The Paris ready-to-wear season kicks off tomorrow, but only hours before the world's most feted designers show their work in the French capital came the announcement that Stefano Pilati, creative director of Yves Saint Laurent for almost a decade, would be stepping down.
The collection he unveils next Monday evening will be his last for this great fashion name.
"[I am] incredibly proud of what I have accomplished with my teams over the past decade at Saint Laurent," Pilati told trade paper, Women's Wear Daily. "I exit the house with fierce conviction in all that we have achieved and deep gratitude to those who have supported me along the way."
Pilati has good reason to be proud.
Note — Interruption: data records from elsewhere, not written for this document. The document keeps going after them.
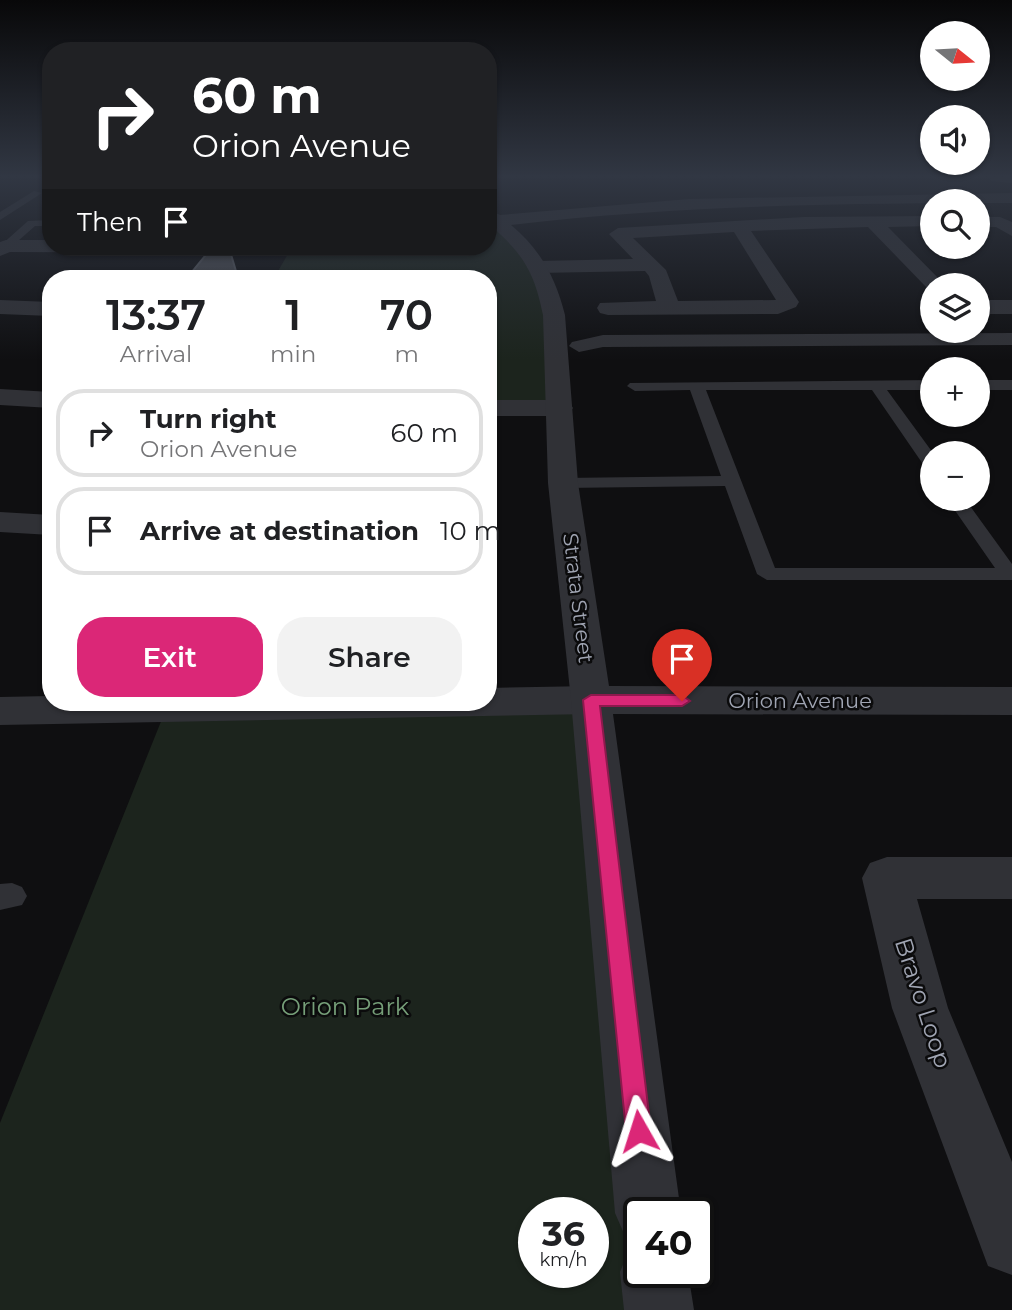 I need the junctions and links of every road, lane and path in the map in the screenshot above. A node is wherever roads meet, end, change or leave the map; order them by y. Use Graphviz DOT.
graph roads {
  1 [pos="515,238"];
  2 [pos="623,238"];
  3 [pos="747,238"];
  4 [pos="889,238"];
  5 [pos="3,248"];
  6 [pos="42,248"];
  7 [pos="203,256"];
  8 [pos="652,265"];
  9 [pos="191,270"];
  10 [pos="539,270"];
  11 [pos="923,273"];
  12 [pos="0,307"];
  13 [pos="990,307"];
  14 [pos="1012,307"];
  15 [pos="608,308"];
  16 [pos="669,308"];
  17 [pos="42,309"];
  18 [pos="1012,339"];
  19 [pos="579,346"];
  20 [pos="696,385"];
  21 [pos="876,385"];
  22 [pos="920,385"];
  23 [pos="990,385"];
  24 [pos="1012,385"];
  25 [pos="635,386"];
  26 [pos="0,397"];
  27 [pos="42,399"];
  28 [pos="497,408"];
  29 [pos="560,408"];
  30 [pos="920,448"];
  31 [pos="732,481"];
  32 [pos="563,483"];
  33 [pos="965,511"];
  34 [pos="0,522"];
  35 [pos="42,525"];
  36 [pos="1011,574"];
  37 [pos="591,700"];
  38 [pos="1012,701"];
  39 [pos="497,702"];
  40 [pos="42,710"];
  41 [pos="0,711"];
  42 [pos="1012,878"];
  43 [pos="646,1197"];
  44 [pos="1012,1242"];
  45 [pos="656,1288"];
  46 [pos="659,1310"];
  1 -- 10 [label="street, Strata Street"];
  2 -- 8 [label="street"];
  3 -- 16 [label="street"];
  4 -- 11 [label="street"];
  5 -- 6 [label="street"];
  7 -- 9 [label="street"];
  8 -- 10 [label="street"];
  8 -- 16 [label="street"];
  10 -- 29 [label="street, Strata Street"];
  12 -- 17 [label="street"];
  13 -- 14 [label="street"];
  15 -- 16 [label="street"];
  18 -- 19 [label="street"];
  20 -- 21 [label="lane"];
  20 -- 25 [label="lane"];
  20 -- 31 [label="lane"];
  21 -- 22 [label="lane"];
  21 -- 30 [label="lane"];
  23 -- 24 [label="lane"];
  26 -- 27 [label="street"];
  28 -- 29 [label="street"];
  29 -- 32 [label="street, Strata Street"];
  31 -- 32 [label="lane"];
  31 -- 36 [label="lane"];
  32 -- 37 [label="street, Strata Street"];
  33 -- 36 [label="lane"];
  34 -- 35 [label="street"];
  37 -- 38 [label="street, Orion Avenue"];
  37 -- 39 [label="street, Orion Avenue"];
  37 -- 43 [label="street, Strata Street"];
  40 -- 41 [label="street, Orion Avenue"];
  42 -- 44 [label="street, Bravo Loop"];
  45 -- 46 [label="street"];
}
It's no secret that while his predecessor at Yves Saint Laurent, Tom Ford, had been responsible for the reversal of Gucci's fortunes at the close of the 20th-century, he failed to inject new life into this more famous brand.
Although Pilati has garnered mixed reviews from the moment he stepped into Ford's shoes in 2004, there's no arguing with the success of the majority of his collections. The money-spinning "muse" and "downtown" bags and the "tribute" shoe – all of which were designed during his tenure – have, equally, gone on to become among the status accessories of the decade.
Last month, François-Henri Pinault, CEO of Pinault Printemps La Redoute (PPR), Yves Saint Laurent's parent company, praised the brand's profitability, stating that figures for 2011 demonstrated a "giant step" forward. Rumours of Pilati's departure have plagued him for the past two years, nonetheless, with designers including Raf Simons and Hedi Slimane, responsible for Yves Saint Laurent menswear to critical acclaim in the late 1990s, all cited as most likely to succeed him.
Pilati, who was born in Italy in 1965, worked variously for Giorgio Armani and Prada, where in 1998 he was promoted to assistant designer at Miu Miu, before becoming chief designer at Yves Saint Laurent in 2002, working directly under Ford. When Ford retired from the label under a cloud of controversy, Pilati took over his position and, since that time, has reinvested it with the quintessentially French sense of style for which it was once known.